Are Women Taking Steps to Stay Healthy?

Chart: Women age 18 and over who were physically active at least 150 minutes/week, by diabetes risk status and education, NHANES, 2003-2006. Less than high school: At high risk (25.6%); Not at high risk (26.2%). High school: At high risk (26.7%); Not at high risk (28.8%). More than high school: At high risk (24.9%); Not at high risk (33.7%).Researchers from the Centers for Disease Control and Prevention and the Agency for Healthcare Research and Quality examined the quality of preventive health care that women receive. The report, Women at High Risk for Diabetes: Access and Quality of Health Care, 2003-2006, includes information on access to care, general health and well-being, and preventive care and behaviors, including physical activity.

Among the findings:

  • For women with more than a high school education, those at high risk for type 2 diabetes were significantly less likely to get enough physical activity than women not at high risk. Just 24.9% of the women at risk spent at least 150 minutes a week being physically active, compared to 33.7% of women not at risk.
  • Both poor women and high-income women at risk for type 2 diabetes were significantly less likely to get enough physical activity each week than women from the same economic groups who weren't at risk. Among poor women, physical activity levels were 26.0% for those at high risk; 43.6% for other women. Among high-income women, physical activity levels were 21.9% for those at high risk; 29.9% for other women.

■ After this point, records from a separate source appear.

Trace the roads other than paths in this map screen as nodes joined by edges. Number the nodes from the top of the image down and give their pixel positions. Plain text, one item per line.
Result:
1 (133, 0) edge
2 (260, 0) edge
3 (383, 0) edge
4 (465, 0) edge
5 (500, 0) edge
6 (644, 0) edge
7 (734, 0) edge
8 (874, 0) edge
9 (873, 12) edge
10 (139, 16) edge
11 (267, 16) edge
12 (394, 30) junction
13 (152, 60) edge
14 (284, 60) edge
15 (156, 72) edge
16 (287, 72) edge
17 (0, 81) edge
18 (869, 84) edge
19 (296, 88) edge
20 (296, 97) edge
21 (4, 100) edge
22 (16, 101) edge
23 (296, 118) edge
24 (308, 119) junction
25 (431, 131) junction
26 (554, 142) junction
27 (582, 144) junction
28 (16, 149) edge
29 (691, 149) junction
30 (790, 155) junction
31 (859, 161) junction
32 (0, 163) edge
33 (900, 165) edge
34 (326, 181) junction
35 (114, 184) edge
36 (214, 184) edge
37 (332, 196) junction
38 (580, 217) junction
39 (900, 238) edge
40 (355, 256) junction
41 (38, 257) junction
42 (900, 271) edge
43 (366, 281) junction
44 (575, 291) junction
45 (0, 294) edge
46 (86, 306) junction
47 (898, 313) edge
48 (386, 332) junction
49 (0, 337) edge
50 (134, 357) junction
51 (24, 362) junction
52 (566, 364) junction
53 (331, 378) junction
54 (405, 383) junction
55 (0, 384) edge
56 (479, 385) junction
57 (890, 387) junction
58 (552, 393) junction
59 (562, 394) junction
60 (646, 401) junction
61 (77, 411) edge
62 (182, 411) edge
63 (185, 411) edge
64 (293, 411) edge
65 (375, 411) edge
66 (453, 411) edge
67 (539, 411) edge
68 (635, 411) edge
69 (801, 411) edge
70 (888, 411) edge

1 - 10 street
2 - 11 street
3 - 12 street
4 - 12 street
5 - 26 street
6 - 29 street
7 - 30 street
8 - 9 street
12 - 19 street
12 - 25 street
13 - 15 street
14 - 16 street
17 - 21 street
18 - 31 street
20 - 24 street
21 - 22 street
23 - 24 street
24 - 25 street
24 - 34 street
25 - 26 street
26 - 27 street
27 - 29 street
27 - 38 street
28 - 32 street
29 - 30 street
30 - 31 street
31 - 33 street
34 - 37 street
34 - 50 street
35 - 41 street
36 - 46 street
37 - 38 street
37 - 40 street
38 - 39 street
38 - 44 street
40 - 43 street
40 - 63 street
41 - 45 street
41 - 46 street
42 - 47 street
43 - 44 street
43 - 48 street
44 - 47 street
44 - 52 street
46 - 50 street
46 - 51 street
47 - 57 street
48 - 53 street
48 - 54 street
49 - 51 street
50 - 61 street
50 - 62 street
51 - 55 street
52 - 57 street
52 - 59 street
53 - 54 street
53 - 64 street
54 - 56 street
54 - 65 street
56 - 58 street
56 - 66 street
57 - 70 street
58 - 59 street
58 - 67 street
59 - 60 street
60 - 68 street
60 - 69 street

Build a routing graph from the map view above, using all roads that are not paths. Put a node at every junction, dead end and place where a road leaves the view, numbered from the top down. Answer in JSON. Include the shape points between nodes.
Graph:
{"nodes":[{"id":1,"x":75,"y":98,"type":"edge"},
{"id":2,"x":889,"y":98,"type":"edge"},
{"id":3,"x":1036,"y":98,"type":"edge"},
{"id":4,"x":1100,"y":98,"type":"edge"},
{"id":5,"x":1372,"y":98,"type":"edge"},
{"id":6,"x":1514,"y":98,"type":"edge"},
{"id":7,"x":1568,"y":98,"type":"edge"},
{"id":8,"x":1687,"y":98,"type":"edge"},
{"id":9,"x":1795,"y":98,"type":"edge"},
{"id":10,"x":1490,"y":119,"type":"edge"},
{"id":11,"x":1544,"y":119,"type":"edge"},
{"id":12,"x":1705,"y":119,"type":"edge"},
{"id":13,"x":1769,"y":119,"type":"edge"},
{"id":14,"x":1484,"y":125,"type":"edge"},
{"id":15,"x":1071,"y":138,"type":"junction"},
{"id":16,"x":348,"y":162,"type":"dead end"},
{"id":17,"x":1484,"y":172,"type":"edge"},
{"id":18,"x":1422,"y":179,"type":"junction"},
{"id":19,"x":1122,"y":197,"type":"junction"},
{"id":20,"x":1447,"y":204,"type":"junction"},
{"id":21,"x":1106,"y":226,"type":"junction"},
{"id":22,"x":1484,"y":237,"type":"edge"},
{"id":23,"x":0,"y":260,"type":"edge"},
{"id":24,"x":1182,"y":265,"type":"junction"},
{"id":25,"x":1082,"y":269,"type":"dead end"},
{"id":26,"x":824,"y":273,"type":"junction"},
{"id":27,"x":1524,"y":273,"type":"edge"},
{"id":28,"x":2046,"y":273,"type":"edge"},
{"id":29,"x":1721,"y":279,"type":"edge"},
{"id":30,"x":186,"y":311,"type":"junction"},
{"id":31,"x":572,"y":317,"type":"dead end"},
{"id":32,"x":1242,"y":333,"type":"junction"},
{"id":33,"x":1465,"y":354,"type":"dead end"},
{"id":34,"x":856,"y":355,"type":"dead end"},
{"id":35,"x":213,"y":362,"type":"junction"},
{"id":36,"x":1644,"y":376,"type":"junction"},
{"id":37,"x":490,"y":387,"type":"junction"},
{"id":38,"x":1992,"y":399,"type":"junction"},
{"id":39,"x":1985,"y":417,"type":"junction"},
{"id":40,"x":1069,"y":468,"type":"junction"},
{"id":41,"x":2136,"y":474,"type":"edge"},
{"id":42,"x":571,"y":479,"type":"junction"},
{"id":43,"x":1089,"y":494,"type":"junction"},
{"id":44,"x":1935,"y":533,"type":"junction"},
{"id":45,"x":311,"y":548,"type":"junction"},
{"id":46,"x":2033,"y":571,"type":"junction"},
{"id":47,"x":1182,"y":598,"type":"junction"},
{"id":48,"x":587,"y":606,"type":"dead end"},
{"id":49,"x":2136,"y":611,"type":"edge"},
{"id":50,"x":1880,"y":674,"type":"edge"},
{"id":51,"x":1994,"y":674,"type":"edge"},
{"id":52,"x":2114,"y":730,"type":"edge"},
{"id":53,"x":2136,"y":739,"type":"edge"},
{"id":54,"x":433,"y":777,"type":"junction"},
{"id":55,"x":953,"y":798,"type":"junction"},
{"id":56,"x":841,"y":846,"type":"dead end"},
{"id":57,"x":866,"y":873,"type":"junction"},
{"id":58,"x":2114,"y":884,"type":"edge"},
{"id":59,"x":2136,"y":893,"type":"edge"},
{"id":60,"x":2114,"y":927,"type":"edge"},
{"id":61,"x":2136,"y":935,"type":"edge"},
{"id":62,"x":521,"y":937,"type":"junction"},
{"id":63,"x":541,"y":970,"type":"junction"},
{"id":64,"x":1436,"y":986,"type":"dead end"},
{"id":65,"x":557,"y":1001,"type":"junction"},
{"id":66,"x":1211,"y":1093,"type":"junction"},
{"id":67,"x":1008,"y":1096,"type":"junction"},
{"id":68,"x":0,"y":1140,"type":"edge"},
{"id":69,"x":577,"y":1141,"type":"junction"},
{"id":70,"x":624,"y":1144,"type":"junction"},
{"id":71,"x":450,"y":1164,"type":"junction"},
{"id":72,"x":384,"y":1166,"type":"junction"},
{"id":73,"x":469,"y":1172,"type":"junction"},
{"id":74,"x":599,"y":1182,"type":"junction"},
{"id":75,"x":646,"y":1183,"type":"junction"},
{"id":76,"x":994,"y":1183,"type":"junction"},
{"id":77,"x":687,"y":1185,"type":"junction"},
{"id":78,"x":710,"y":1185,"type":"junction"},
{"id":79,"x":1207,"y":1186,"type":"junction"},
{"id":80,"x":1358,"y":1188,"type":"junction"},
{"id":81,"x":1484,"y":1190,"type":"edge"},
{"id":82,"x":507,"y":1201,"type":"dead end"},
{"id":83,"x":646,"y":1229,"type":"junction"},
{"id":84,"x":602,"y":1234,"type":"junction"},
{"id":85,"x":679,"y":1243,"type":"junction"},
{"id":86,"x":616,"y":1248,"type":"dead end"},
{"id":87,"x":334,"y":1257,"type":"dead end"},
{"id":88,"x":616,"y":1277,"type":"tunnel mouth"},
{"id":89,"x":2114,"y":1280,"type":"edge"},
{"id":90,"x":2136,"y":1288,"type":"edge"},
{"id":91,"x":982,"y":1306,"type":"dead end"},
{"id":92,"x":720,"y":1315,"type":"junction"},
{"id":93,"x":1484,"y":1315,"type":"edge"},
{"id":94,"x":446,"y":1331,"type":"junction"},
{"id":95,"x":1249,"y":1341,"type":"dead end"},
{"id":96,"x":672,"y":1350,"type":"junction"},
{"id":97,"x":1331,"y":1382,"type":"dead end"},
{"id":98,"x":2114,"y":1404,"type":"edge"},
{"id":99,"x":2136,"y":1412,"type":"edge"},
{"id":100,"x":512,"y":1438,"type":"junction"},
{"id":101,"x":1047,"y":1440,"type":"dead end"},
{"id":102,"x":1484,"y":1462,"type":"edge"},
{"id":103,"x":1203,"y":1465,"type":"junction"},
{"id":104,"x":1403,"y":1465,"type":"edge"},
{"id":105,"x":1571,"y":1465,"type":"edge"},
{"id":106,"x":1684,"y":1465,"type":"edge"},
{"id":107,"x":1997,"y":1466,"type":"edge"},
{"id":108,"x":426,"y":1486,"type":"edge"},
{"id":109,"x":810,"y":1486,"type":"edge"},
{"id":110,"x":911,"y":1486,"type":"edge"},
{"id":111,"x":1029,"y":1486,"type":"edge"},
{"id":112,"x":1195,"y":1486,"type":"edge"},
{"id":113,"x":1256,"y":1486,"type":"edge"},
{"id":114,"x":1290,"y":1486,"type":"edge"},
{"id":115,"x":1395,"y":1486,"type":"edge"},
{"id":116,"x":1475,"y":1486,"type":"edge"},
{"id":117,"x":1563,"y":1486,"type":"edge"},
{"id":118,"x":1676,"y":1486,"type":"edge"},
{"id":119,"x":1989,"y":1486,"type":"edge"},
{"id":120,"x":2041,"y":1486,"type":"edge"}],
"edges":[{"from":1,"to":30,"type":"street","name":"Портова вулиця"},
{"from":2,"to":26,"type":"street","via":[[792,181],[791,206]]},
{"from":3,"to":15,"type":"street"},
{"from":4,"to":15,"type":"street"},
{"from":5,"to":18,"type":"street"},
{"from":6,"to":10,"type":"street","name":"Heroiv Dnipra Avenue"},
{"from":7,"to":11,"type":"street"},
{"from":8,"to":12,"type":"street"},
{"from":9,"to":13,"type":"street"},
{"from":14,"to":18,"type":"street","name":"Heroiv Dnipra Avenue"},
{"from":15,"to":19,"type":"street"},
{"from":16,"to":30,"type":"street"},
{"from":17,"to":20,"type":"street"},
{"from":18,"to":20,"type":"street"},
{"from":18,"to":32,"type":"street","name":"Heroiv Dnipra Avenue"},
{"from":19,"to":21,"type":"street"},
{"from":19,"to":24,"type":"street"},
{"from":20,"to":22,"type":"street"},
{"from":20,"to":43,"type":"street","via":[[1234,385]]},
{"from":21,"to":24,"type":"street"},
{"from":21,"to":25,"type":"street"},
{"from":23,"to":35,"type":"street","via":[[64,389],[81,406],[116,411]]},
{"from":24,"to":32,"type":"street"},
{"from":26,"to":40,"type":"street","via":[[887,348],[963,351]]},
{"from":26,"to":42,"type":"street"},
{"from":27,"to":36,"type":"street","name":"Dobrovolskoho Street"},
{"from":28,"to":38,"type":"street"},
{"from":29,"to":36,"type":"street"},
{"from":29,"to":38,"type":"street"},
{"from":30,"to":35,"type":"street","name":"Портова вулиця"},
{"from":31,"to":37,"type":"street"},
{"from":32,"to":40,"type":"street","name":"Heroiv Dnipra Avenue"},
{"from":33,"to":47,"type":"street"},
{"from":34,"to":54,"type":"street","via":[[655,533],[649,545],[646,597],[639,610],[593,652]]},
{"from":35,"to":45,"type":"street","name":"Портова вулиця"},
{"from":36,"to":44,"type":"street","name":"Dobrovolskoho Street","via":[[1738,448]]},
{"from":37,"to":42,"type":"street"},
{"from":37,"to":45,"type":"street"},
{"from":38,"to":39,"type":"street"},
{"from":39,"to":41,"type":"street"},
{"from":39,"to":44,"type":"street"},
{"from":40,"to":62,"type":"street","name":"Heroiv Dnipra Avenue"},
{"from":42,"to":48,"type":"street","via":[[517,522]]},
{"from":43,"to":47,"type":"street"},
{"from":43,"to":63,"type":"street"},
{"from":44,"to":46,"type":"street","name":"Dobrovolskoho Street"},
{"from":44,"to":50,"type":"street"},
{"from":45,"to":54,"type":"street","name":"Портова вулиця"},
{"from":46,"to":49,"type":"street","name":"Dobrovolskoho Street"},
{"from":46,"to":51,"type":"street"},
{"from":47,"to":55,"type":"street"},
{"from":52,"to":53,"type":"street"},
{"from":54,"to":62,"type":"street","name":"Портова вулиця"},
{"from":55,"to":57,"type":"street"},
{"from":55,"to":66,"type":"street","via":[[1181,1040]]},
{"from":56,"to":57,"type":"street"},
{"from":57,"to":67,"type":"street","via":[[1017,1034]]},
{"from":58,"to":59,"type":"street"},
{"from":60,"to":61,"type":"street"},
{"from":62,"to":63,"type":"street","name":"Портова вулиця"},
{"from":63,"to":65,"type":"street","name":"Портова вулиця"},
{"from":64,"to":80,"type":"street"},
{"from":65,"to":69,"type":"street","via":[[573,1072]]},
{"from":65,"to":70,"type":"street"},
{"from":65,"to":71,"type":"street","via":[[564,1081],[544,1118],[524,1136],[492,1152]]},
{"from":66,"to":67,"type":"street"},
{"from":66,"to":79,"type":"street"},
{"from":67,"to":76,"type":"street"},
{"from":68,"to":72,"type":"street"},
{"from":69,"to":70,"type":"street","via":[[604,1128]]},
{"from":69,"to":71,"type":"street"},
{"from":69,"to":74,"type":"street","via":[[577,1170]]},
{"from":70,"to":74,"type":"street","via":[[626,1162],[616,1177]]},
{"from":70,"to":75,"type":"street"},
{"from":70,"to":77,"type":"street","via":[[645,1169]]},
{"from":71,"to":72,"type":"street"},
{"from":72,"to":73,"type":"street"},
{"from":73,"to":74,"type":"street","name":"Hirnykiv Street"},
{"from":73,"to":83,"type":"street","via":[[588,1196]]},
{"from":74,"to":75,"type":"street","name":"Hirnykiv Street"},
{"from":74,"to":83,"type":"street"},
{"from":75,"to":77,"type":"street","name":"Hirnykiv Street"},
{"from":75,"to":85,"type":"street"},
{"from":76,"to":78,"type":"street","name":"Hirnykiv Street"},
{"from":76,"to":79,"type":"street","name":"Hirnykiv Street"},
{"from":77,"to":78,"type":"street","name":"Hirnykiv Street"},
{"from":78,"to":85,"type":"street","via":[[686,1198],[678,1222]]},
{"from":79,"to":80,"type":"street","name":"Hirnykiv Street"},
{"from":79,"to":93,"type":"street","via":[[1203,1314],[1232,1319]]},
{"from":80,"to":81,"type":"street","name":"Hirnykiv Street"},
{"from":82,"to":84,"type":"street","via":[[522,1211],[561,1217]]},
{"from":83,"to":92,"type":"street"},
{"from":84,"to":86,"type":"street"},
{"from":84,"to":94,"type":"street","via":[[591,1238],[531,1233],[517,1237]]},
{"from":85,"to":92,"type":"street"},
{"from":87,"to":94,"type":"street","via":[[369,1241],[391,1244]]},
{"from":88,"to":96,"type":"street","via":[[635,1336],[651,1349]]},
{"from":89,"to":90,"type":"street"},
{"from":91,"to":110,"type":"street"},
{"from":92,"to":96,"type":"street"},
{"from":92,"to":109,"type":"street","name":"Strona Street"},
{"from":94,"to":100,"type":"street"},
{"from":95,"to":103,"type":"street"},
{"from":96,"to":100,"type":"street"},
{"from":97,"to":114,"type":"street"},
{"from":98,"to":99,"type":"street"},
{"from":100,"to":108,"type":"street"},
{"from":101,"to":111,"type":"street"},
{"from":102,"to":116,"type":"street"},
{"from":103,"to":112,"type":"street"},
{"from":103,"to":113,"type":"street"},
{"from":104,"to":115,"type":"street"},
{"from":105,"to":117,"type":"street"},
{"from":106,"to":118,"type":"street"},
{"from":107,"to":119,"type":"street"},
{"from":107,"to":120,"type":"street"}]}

Researchers analyzed data from the National Health and Nutrition Examination Survey (NHANES) on 4,098 women age 18 and older to prepare the report.

Data Source
Women at High Risk for Diabetes: Access and Quality of Health Care, 2003-2006. AHRQ Publication No. 11-0002, January 2011. Rockville, MD: Agency for Healthcare Research and Quality and Centers for Disease Control and Prevention.